Start of Block

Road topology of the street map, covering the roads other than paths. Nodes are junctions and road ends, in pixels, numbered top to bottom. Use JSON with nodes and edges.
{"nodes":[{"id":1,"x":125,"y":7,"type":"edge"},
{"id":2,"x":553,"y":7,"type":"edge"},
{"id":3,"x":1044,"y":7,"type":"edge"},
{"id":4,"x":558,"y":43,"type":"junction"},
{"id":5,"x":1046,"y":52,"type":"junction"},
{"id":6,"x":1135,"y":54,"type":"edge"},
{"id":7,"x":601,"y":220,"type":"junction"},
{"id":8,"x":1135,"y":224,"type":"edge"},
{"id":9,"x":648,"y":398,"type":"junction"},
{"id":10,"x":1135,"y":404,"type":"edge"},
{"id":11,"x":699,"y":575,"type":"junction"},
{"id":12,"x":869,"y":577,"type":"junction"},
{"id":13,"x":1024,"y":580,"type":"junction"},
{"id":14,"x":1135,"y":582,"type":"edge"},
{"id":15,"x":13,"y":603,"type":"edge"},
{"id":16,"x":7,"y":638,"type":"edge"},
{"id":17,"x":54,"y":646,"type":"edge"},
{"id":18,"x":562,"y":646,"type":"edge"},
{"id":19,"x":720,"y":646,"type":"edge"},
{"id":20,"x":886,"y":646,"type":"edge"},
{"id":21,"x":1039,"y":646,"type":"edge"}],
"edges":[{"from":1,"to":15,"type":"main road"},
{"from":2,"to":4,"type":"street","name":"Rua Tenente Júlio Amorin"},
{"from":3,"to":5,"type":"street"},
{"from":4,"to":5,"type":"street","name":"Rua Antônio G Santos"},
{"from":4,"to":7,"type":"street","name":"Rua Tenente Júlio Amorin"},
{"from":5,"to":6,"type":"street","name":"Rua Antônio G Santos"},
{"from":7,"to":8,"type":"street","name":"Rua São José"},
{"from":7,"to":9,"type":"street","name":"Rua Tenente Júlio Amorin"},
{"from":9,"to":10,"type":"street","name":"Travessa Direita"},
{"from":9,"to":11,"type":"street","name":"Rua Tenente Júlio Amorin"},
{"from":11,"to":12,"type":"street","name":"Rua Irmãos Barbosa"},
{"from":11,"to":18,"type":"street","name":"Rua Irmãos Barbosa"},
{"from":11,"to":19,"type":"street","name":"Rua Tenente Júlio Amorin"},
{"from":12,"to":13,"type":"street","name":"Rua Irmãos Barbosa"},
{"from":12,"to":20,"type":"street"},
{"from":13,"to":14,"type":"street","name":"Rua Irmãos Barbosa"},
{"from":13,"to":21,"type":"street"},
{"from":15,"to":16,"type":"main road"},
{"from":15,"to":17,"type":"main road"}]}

End of Block

What you are asked to do: Reproduce the data exactly, altering nothing.

Exercise output:
Road topology of the street map, covering the roads other than paths. Nodes are junctions and road ends, in pixels, numbered top to bottom. Use JSON with nodes and edges.
{"nodes":[{"id":1,"x":125,"y":7,"type":"edge"},
{"id":2,"x":553,"y":7,"type":"edge"},
{"id":3,"x":1044,"y":7,"type":"edge"},
{"id":4,"x":558,"y":43,"type":"junction"},
{"id":5,"x":1046,"y":52,"type":"junction"},
{"id":6,"x":1135,"y":54,"type":"edge"},
{"id":7,"x":601,"y":220,"type":"junction"},
{"id":8,"x":1135,"y":224,"type":"edge"},
{"id":9,"x":648,"y":398,"type":"junction"},
{"id":10,"x":1135,"y":404,"type":"edge"},
{"id":11,"x":699,"y":575,"type":"junction"},
{"id":12,"x":869,"y":577,"type":"junction"},
{"id":13,"x":1024,"y":580,"type":"junction"},
{"id":14,"x":1135,"y":582,"type":"edge"},
{"id":15,"x":13,"y":603,"type":"edge"},
{"id":16,"x":7,"y":638,"type":"edge"},
{"id":17,"x":54,"y":646,"type":"edge"},
{"id":18,"x":562,"y":646,"type":"edge"},
{"id":19,"x":720,"y":646,"type":"edge"},
{"id":20,"x":886,"y":646,"type":"edge"},
{"id":21,"x":1039,"y":646,"type":"edge"}],
"edges":[{"from":1,"to":15,"type":"main road"},
{"from":2,"to":4,"type":"street","name":"Rua Tenente Júlio Amorin"},
{"from":3,"to":5,"type":"street"},
{"from":4,"to":5,"type":"street","name":"Rua Antônio G Santos"},
{"from":4,"to":7,"type":"street","name":"Rua Tenente Júlio Amorin"},
{"from":5,"to":6,"type":"street","name":"Rua Antônio G Santos"},
{"from":7,"to":8,"type":"street","name":"Rua São José"},
{"from":7,"to":9,"type":"street","name":"Rua Tenente Júlio Amorin"},
{"from":9,"to":10,"type":"street","name":"Travessa Direita"},
{"from":9,"to":11,"type":"street","name":"Rua Tenente Júlio Amorin"},
{"from":11,"to":12,"type":"street","name":"Rua Irmãos Barbosa"},
{"from":11,"to":18,"type":"street","name":"Rua Irmãos Barbosa"},
{"from":11,"to":19,"type":"street","name":"Rua Tenente Júlio Amorin"},
{"from":12,"to":13,"type":"street","name":"Rua Irmãos Barbosa"},
{"from":12,"to":20,"type":"street"},
{"from":13,"to":14,"type":"street","name":"Rua Irmãos Barbosa"},
{"from":13,"to":21,"type":"street"},
{"from":15,"to":16,"type":"main road"},
{"from":15,"to":17,"type":"main road"}]}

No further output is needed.